Como estava a projectar para um lote, para a Trav. Maria Lucinda, fui ver o que lá estaria, na rua das traseiras. Era simples -- travessa do Mata Tigre -- embora, simultaneamente, mais misterioso, se possível, que a corruptela, quem terá sido este caçador destemido, que deu nome e fama a uma rua da Cidade, que de tigres apenas terá conhecido a pele do casaco de uma, ou outra criatura das noites, galantes, de Macau?

Seria este, Mata Tigre parente dos Fatiões, que nós, de língua lusa, fantasiávamos como criaturas possantes e de passada rapidíssima --Fai-ti, Fai-ti-lá!?

Mas, do lado de lá da moeda -- que como é sabido frutifica na árvore da(s) pataca('s)- estava o mundo da retroversão, para português, que uma qualquer lei (inquestionavelmente patriótica) tornara obrigatória, na nomeação de qualquer firma, ou empresa, publicamente activa e visível.

E é a conhecida tabuleta da loja dos passarinhos quadrúpedes, a que facilmente, o dono explicava faltar um simples "e" (passarinhos e quadrúpedes), para restaurar o sentido.

Mas, os quadrúpedes? Espécie de insulto Queiroziano -- grande besta, pedaço de asno, cavalgadura, quadrúpede -- como terá chegado tão longe? E de quais venderia a loja? Dos verdadeiros, ou dos simbólicos?

Lembro-me, ainda, do meu sogro chamar eamursos aos automobilistas de domingo com que se cruzava, fazendo economia, fonética e temporal, de camelos e ursos.

Hoje, dá-me a impressão que já nem burro se chama a ninguém. E porquê o haveríamos de fazer, sabendo que arriscaríamos um inesperado e, provavelmente, simultâneo virar de cabeças, iradas e ofendidas?

Em retroversão ainda, mas já mais mecânica (ou quiçá electrónica) temos em fins de 80, na Avenida Conselheiro Ferreira de Almeida a loja dos quadros em movimento ("motion pictures", mindyou...) que inopinadamente, acaba por nos revelar o NOME para Macau.

Quadros -- de vida, de significação, de nomeação, de representação, de ritual; em Movimento -- simples, composto, manual, mecânico, digital, pedonal, afectivo, mercenário, espontâneo, calculado, doce, agitado, feroz, desesperado, entretecido, enternecido, desatento, catastrófico, letal, marítimo, aéreo, rodoviário, lascivo, convulsivo, compulsivo, popular, religioso, lúdico, ginástico, torpe, sublime, total, fetal, automático, desenfreado, espasmódico, retrógrado, directo, exaustivo... mas sempre "con brio".

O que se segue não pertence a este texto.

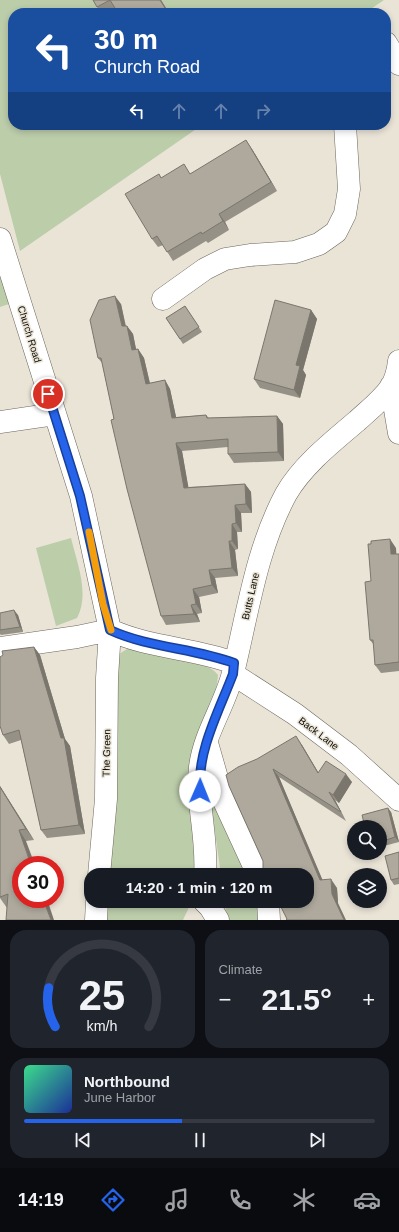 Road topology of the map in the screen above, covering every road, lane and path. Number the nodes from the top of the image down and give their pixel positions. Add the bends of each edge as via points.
1 (345, 130) edge
2 (0, 239) edge
3 (162, 298) dead end
4 (399, 361) edge
5 (391, 386) junction
6 (54, 414) junction
7 (0, 422) edge
8 (399, 433) edge
9 (110, 630) junction
10 (0, 648) edge
11 (234, 668) junction
12 (207, 742) junction
13 (399, 800) edge
14 (100, 868) edge
15 (205, 868) edge
16 (255, 868) edge
17 (97, 908) edge
18 (200, 908) edge
19 (211, 908) edge
20 (268, 908) edge
21 (96, 920) edge
22 (196, 920) edge
23 (218, 920) edge
24 (269, 920) edge

1 - 3 street via 349,189 345,214 336,232 319,244 295,252 225,259 205,269
2 - 6 street, Church Road
4 - 5 street, Butts Lane
5 - 8 street
5 - 11 street, Butts Lane via 379,402 312,461 287,493 270,527 255,574
6 - 7 street
6 - 9 street, Church Road via 80,496
9 - 10 street
9 - 11 street via 128,639 200,652
9 - 14 street, The Green via 106,678 106,799
11 - 12 street, Butts Lane
11 - 13 street, Back Lane via 342,750
12 - 15 street, Butts Lane via 200,765 199,782 206,839
12 - 16 street via 223,799
17 - 21 street
18 - 22 street
19 - 23 street
20 - 24 street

Nomeadas, conjuntamente, e por fim, a inevitabilidade do devir e da sua condição, para sempre imprevisível.

Mapa do património classificado da península de Macau, de acordo com a lista constante no Decreto-Lei 83/92/M. (Executado pela Direcção dos Serviços de Cartografia e Cadastro para o Departamento de Património Cultural do ICM.)

* Arquitecto (Esbal, 1960). Master of Architecture pela Universidade da Pennsylvania (1962). Exerceu a sua actividade em Portugal, Goa e Macau, tanto no sector público como no privado. Arquitecto ligado a Macau desde os anos 60, tem desenvolvido uma actividade que engloba os mais variados aspectos de produção arquitectónica e urbanística. Já recebeu vários prémios dos quais se destacam o Prémio Nacional de Arquitectura da AICA/SEC (1987) e a Medalha de Ouro daARCASIA(1994).